What is expected: All entries need to be written out verbatim, with pictures omitted.

Human pose images with coordinates
=== Begin Enclosure ===

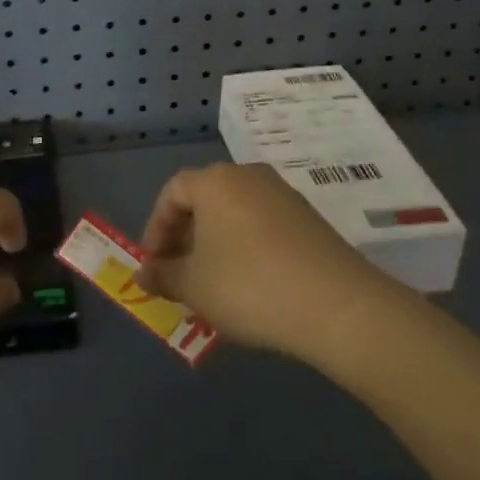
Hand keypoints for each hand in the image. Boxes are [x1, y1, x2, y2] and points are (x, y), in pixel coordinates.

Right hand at [134, 162, 380, 359]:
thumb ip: (163, 276)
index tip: (154, 263)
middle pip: (205, 198)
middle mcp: (247, 175)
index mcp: (214, 181)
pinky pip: (263, 223)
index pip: (172, 192)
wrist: (336, 304)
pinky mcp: (308, 216)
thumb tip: (143, 274)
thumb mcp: (194, 286)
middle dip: (186, 235)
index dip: (156, 227)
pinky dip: (247, 245)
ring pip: (235, 211)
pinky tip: (252, 282)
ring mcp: (282, 193)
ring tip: (214, 281)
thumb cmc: (249, 286)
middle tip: (180, 273)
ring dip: (217, 241)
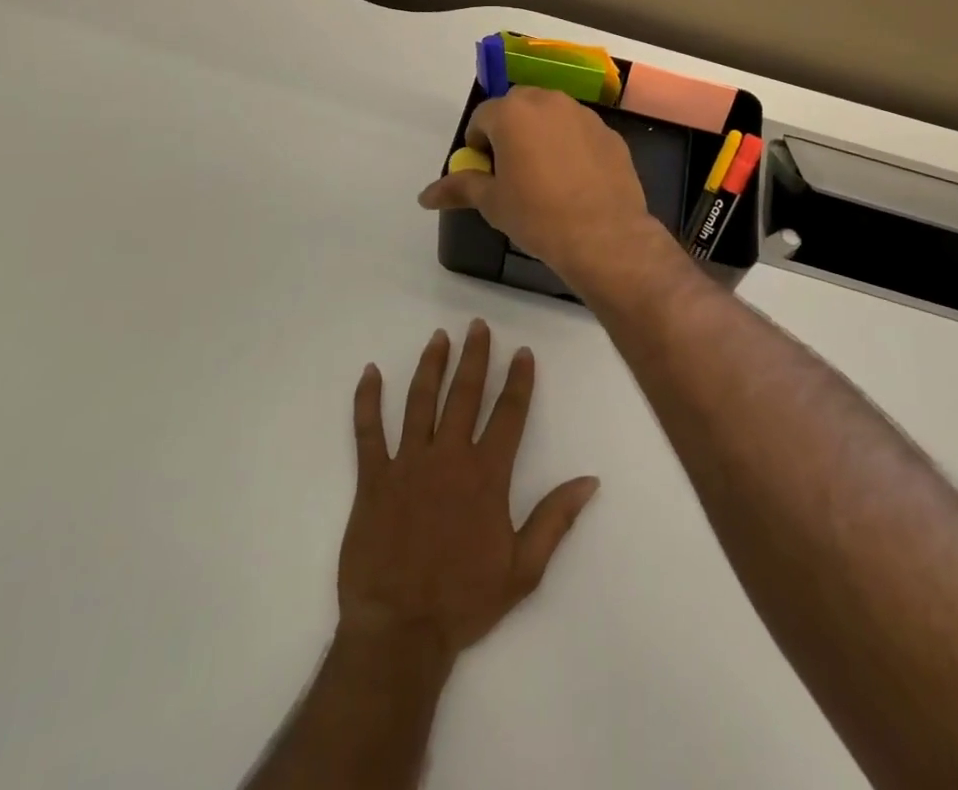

=== End Enclosure ===

Your response:
Hand keypoints for each hand in the image. Boxes are [x1, y1, x2, y2] and points are (x, y), in pixel coordinates.

Right hand at [134, 162, 380, 359]:
thumb ip: (163, 276)
index tip: (154, 263)
middle pip: (205, 198)
middle mcp: (247, 175)
index mcp: (214, 181)
pinky pip: (263, 223)
index pip: (172, 192)
wrist: (336, 304)
pinky mcp: (308, 216)
thumb tip: (143, 274)
thumb mcp: (194, 286)
middle dip: (186, 235)
index dip: (156, 227)
pinky dip: (247, 245)
ring pip: (235, 211)
pinky tip: (252, 282)
ring mcp: (282, 193)
ring tip: (214, 281)
thumb cmc: (249, 286)
middle tip: (180, 273)
ring dip: (217, 241)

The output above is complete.